WORK TO BE COMPLETED: At the line containing "8h14l-1 12H6zM9 8a3", begin retyping, and stop after the last line of the data; add nothing.
+++++
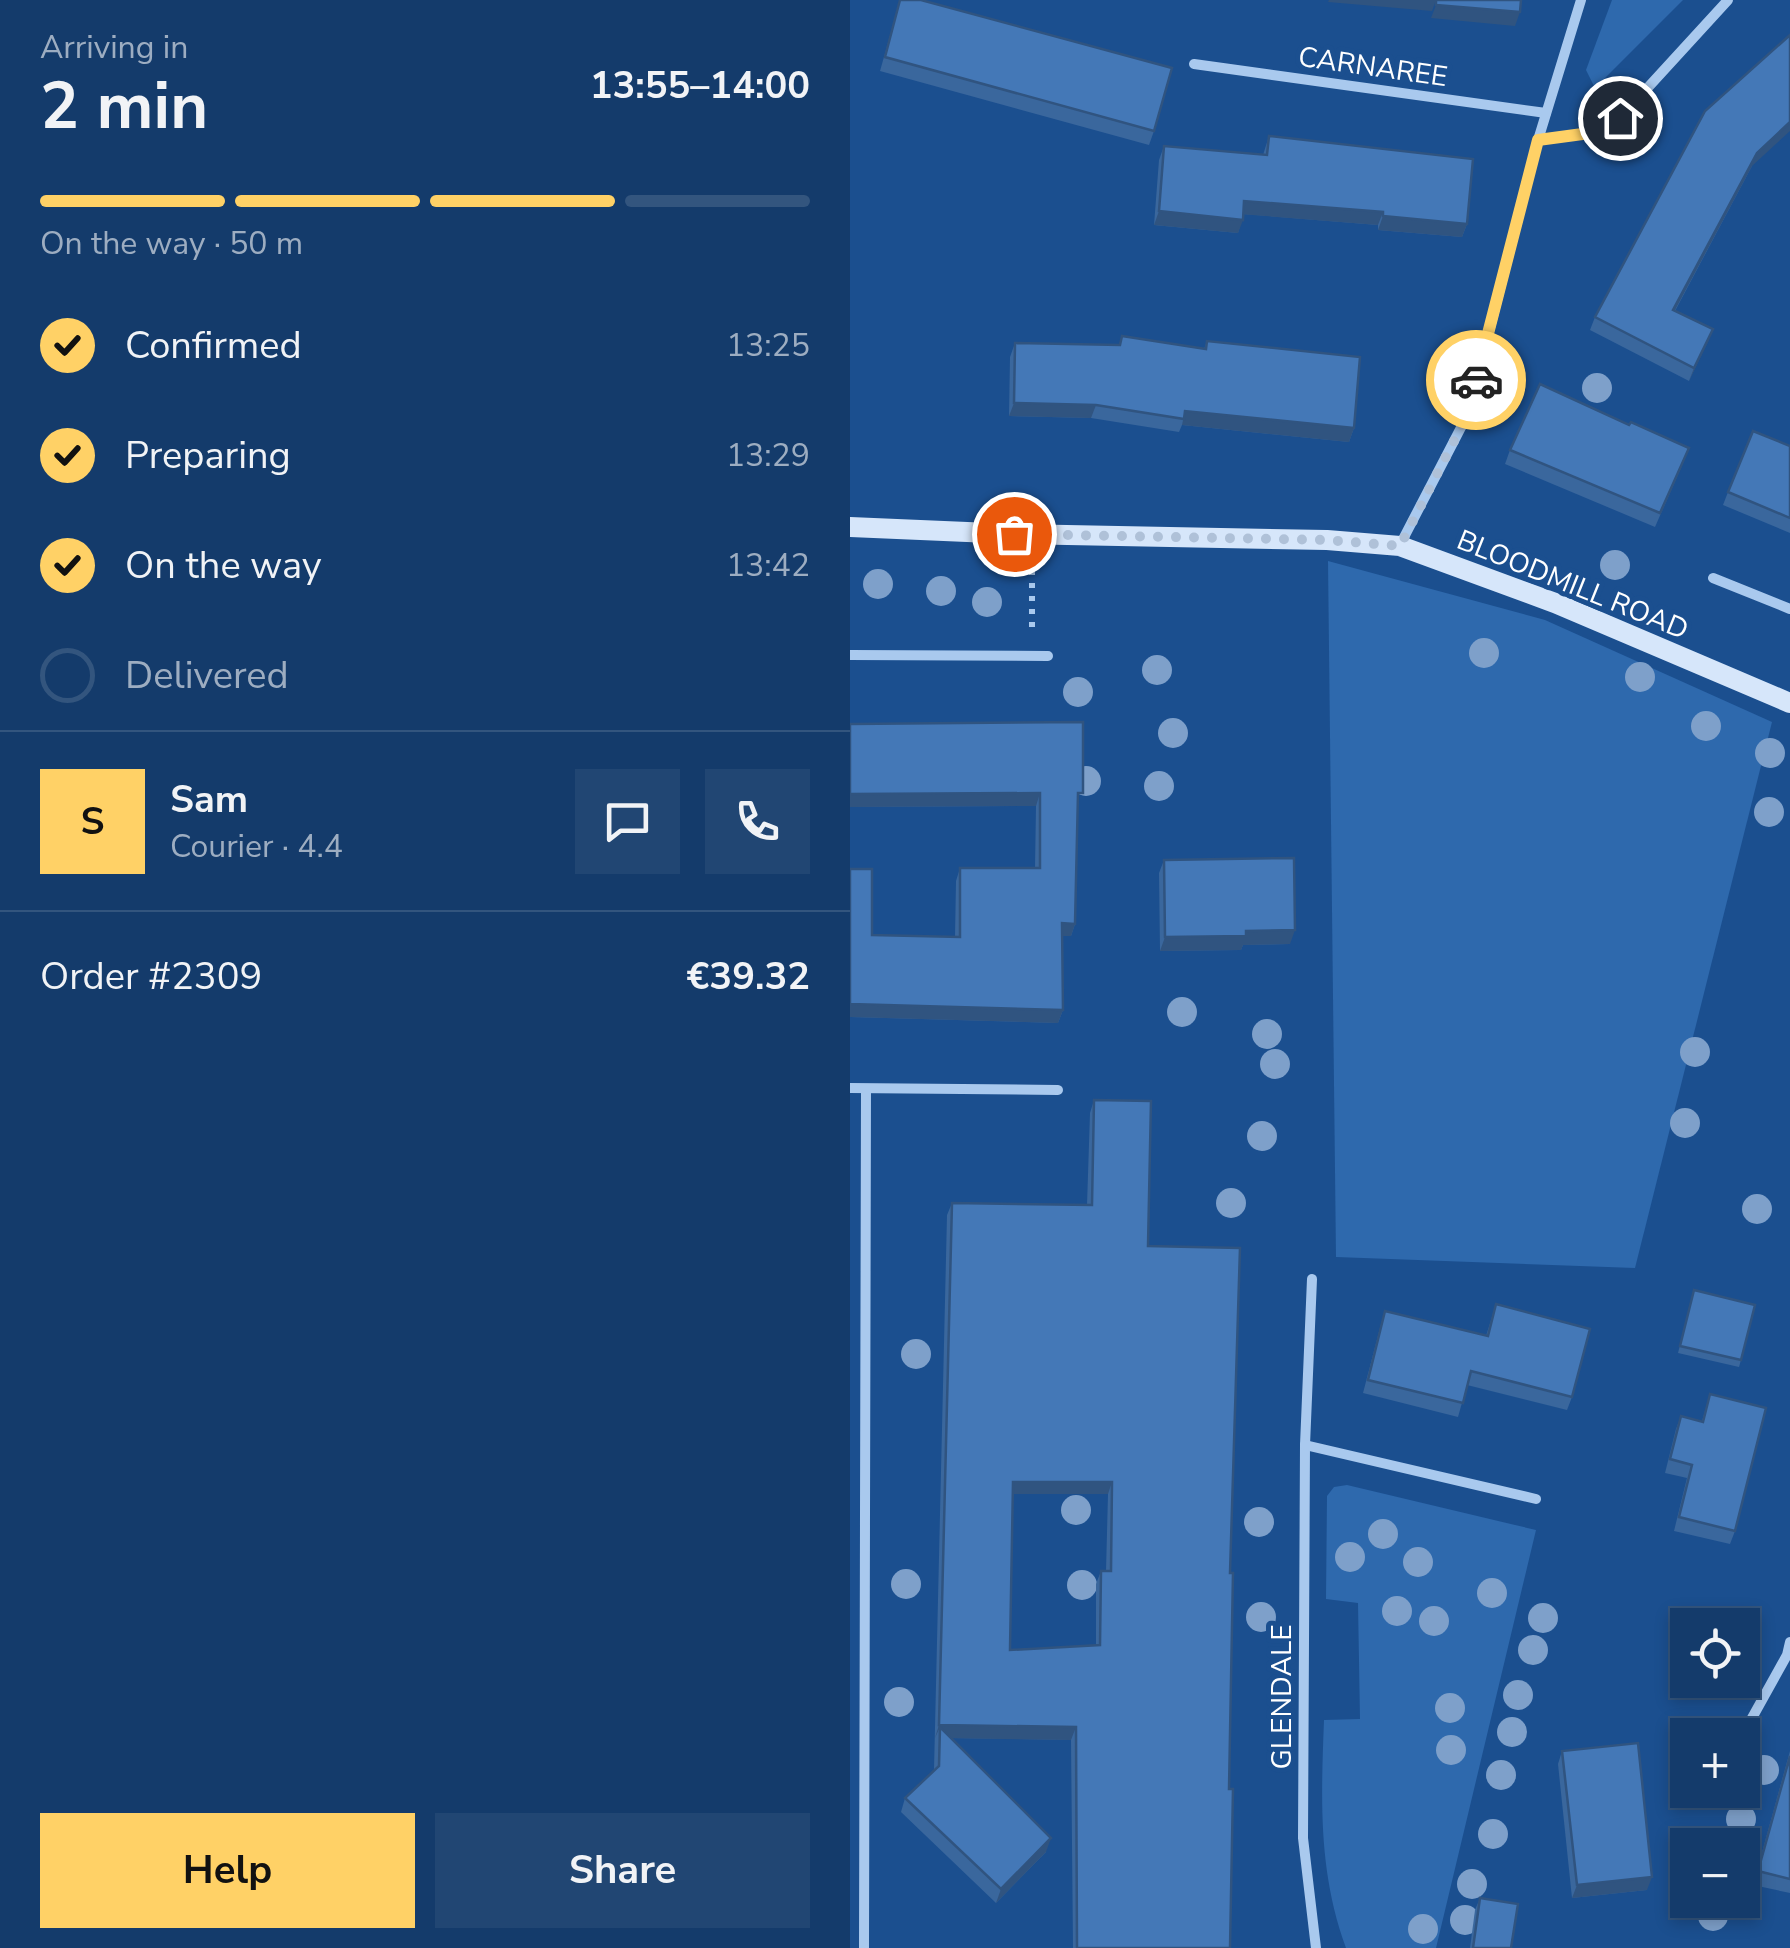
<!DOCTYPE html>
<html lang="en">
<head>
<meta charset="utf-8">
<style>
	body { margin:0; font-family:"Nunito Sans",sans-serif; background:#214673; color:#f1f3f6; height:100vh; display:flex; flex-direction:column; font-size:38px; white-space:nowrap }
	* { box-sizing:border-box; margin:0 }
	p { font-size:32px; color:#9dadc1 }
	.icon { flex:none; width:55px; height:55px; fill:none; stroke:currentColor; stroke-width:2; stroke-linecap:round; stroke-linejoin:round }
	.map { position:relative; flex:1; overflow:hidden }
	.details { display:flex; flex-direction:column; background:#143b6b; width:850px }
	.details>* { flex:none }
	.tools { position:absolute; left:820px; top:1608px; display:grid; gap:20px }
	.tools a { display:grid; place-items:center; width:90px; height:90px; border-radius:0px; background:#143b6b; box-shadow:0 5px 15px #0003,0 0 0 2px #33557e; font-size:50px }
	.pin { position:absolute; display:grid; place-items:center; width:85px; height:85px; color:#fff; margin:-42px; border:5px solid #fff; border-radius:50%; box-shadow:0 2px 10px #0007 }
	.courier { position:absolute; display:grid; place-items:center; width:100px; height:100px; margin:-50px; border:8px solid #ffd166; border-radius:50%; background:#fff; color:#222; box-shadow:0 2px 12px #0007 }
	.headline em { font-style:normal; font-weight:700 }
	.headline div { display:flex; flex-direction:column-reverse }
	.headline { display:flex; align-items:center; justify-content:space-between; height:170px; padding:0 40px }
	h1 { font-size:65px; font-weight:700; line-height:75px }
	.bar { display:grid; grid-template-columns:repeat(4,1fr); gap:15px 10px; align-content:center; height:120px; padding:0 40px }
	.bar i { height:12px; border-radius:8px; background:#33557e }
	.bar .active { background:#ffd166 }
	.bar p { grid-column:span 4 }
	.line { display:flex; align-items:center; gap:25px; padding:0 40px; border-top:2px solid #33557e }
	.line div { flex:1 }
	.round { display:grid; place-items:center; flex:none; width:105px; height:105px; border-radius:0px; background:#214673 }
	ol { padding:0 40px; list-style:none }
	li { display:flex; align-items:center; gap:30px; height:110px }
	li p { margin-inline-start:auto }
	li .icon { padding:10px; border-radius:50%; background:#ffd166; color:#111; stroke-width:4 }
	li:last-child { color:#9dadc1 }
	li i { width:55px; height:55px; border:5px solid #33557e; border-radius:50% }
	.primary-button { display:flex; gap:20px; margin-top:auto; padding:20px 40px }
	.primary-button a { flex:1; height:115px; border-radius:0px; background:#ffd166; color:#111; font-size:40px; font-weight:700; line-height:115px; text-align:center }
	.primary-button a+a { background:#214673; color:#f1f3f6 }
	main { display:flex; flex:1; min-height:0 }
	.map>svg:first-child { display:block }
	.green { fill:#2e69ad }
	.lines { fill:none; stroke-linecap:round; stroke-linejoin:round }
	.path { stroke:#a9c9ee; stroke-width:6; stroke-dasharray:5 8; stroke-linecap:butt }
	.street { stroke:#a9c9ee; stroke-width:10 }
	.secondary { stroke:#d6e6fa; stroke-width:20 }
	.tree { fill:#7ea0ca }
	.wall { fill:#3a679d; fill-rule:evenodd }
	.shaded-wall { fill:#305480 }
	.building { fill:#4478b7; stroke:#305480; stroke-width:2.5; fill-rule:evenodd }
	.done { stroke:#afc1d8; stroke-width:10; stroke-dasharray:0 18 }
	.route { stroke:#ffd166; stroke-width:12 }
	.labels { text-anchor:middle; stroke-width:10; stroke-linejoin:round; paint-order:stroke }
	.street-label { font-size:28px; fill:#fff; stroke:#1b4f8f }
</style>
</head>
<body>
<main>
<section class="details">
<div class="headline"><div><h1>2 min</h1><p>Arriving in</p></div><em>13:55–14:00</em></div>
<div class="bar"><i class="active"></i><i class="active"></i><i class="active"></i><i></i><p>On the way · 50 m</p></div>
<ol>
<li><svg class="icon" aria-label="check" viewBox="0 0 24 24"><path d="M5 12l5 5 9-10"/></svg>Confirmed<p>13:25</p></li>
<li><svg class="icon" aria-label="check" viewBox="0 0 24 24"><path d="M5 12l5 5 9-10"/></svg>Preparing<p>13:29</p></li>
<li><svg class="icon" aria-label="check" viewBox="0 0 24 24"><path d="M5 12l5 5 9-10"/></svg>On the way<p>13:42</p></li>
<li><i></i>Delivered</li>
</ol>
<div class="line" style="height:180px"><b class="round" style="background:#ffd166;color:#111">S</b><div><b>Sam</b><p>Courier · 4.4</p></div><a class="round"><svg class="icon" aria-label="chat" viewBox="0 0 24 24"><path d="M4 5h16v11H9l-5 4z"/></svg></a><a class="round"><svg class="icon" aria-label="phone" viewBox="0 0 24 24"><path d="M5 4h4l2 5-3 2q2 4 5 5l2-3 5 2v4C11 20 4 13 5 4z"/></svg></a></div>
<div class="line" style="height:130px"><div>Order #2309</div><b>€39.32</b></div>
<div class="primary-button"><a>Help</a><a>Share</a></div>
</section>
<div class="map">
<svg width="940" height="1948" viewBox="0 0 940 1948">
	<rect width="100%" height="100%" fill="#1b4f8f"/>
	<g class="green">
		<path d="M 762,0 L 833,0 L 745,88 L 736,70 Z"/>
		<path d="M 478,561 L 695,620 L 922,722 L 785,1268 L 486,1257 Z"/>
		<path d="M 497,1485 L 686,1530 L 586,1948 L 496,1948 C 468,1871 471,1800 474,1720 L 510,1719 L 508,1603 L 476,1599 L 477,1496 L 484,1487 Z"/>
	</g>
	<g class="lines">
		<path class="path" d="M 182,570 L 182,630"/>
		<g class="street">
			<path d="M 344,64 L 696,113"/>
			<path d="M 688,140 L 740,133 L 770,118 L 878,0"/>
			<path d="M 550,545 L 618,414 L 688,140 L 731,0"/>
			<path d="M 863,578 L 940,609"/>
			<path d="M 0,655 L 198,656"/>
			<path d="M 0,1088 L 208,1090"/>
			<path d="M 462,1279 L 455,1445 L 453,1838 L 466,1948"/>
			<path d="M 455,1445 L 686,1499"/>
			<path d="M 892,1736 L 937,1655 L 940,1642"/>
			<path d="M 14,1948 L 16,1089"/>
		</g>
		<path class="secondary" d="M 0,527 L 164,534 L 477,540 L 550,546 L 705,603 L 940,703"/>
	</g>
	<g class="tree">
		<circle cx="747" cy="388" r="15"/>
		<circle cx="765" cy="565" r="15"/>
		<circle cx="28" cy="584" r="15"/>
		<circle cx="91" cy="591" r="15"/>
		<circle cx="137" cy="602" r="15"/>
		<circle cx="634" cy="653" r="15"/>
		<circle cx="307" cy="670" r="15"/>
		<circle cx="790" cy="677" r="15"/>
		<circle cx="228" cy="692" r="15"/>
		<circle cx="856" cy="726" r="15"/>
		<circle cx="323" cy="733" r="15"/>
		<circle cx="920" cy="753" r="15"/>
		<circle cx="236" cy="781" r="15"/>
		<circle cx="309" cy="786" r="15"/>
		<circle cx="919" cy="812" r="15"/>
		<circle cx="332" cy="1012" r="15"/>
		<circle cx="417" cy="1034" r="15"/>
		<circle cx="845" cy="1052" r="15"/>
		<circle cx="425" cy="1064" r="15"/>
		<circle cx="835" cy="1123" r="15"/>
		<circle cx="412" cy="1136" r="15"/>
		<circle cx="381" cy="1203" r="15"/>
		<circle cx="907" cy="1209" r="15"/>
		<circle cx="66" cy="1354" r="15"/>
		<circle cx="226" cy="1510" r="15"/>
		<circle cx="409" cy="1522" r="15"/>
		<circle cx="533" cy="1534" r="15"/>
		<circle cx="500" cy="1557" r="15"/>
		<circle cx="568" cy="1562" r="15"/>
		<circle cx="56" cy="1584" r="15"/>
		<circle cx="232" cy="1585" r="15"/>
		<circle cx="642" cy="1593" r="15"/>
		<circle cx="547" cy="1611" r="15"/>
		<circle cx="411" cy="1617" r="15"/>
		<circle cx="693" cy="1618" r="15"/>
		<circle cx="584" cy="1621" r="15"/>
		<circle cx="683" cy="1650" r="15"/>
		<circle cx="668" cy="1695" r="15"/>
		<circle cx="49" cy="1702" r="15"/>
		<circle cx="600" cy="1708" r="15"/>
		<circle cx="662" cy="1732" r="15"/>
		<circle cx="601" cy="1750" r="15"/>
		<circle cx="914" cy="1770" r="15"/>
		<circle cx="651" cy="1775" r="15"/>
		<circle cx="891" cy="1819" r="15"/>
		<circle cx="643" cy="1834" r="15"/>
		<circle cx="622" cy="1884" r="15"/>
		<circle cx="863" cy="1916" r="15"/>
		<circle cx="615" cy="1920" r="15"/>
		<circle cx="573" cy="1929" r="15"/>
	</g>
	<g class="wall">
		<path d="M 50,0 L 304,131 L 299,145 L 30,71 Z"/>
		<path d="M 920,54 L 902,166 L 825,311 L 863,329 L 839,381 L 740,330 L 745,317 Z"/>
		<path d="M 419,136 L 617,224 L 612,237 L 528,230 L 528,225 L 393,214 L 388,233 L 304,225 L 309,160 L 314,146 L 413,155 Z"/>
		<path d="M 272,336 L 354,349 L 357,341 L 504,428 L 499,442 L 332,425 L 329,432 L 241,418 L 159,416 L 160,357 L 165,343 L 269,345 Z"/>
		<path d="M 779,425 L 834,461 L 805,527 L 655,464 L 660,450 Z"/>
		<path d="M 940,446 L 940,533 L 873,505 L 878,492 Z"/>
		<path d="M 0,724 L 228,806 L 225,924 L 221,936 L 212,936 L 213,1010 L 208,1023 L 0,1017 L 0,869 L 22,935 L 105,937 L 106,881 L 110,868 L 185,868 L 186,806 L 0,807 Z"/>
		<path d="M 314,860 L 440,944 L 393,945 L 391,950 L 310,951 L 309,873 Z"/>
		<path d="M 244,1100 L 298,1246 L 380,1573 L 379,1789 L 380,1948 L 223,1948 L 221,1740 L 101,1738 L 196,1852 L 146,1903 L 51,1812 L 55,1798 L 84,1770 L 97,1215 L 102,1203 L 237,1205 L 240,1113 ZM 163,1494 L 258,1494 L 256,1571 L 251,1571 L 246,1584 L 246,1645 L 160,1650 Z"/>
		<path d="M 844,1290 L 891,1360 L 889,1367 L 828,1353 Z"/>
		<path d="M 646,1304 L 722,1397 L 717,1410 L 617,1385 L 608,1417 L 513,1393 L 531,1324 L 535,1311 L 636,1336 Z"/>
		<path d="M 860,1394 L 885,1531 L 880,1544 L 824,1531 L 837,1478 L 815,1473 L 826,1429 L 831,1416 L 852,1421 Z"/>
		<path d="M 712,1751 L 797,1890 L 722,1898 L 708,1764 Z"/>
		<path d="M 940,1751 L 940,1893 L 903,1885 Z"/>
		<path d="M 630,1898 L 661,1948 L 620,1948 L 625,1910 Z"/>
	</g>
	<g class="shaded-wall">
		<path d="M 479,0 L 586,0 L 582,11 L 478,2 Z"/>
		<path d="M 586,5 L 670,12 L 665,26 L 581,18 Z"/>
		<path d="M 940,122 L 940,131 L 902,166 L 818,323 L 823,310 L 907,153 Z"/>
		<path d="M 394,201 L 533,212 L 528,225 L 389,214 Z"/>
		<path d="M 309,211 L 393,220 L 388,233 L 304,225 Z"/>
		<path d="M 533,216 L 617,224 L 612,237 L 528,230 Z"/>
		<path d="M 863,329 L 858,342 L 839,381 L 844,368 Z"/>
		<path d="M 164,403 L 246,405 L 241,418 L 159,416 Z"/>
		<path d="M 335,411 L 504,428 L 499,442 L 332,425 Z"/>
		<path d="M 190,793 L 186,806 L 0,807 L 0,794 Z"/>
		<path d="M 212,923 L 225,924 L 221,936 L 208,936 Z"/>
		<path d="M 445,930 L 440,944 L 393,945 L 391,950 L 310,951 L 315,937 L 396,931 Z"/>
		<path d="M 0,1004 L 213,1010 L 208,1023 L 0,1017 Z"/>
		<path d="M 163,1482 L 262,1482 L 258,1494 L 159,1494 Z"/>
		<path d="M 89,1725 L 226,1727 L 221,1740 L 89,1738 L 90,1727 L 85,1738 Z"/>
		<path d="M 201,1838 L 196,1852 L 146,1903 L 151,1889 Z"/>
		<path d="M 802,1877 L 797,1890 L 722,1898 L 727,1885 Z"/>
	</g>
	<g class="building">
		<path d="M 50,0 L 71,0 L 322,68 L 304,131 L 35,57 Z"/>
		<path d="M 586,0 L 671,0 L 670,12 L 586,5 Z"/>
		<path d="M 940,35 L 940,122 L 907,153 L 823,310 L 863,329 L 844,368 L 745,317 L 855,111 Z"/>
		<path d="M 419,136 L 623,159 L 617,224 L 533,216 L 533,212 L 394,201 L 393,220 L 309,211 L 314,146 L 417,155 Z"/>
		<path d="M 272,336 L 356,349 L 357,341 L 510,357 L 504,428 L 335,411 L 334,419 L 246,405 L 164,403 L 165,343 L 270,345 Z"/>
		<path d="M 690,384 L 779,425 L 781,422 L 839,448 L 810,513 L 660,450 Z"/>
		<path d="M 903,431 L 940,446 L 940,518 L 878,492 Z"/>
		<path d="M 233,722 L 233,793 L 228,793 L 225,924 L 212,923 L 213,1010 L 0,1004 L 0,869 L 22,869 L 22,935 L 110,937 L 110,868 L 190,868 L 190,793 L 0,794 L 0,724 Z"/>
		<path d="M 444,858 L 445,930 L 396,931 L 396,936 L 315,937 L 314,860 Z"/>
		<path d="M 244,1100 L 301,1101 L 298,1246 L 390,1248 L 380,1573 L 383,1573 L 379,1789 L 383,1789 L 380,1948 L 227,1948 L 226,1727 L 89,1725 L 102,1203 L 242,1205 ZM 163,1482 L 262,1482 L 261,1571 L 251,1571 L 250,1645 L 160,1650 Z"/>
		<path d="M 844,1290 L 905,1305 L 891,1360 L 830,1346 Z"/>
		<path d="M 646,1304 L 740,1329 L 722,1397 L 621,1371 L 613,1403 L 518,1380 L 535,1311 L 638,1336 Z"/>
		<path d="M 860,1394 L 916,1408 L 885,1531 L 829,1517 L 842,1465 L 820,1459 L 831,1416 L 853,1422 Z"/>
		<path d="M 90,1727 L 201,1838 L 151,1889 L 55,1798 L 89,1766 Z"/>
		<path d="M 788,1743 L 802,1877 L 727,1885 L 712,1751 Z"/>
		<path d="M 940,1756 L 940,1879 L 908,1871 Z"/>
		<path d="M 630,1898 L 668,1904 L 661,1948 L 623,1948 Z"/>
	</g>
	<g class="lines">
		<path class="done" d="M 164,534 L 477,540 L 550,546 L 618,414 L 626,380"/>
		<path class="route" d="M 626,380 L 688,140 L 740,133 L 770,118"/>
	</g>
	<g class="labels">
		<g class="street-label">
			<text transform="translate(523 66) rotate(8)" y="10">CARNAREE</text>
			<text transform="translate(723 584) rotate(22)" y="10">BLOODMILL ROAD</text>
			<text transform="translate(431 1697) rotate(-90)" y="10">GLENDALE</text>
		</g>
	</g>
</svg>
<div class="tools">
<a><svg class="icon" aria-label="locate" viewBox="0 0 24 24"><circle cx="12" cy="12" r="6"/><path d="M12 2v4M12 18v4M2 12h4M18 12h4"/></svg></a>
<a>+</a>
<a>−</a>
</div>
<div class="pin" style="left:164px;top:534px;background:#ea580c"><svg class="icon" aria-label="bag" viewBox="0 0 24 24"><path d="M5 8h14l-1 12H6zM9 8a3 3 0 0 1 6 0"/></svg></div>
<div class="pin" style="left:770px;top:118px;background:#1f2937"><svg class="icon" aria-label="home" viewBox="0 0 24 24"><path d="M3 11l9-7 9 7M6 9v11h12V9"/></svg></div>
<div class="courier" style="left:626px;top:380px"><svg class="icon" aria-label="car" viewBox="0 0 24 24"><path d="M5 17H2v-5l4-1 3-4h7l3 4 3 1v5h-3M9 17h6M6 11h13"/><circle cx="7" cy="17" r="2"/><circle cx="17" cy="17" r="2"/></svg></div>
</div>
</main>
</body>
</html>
+++++
SOLVED PROBLEM:
<div class="pin" style="left:164px;top:534px;background:#ea580c"><svg class="icon" aria-label="bag" viewBox="0 0 24 24"><path d="M5 8h14l-1 12H6zM9 8a3 3 0 0 1 6 0"/></svg></div>
<div class="pin" style="left:770px;top:118px;background:#1f2937"><svg class="icon" aria-label="home" viewBox="0 0 24 24"><path d="M3 11l9-7 9 7M6 9v11h12V9"/></svg></div>
<div class="courier" style="left:626px;top:380px"><svg class="icon" aria-label="car" viewBox="0 0 24 24"><path d="M5 17H2v-5l4-1 3-4h7l3 4 3 1v5h-3M9 17h6M6 11h13"/><circle cx="7" cy="17" r="2"/><circle cx="17" cy="17" r="2"/></svg></div>
</div>
</main>
</body>
</html>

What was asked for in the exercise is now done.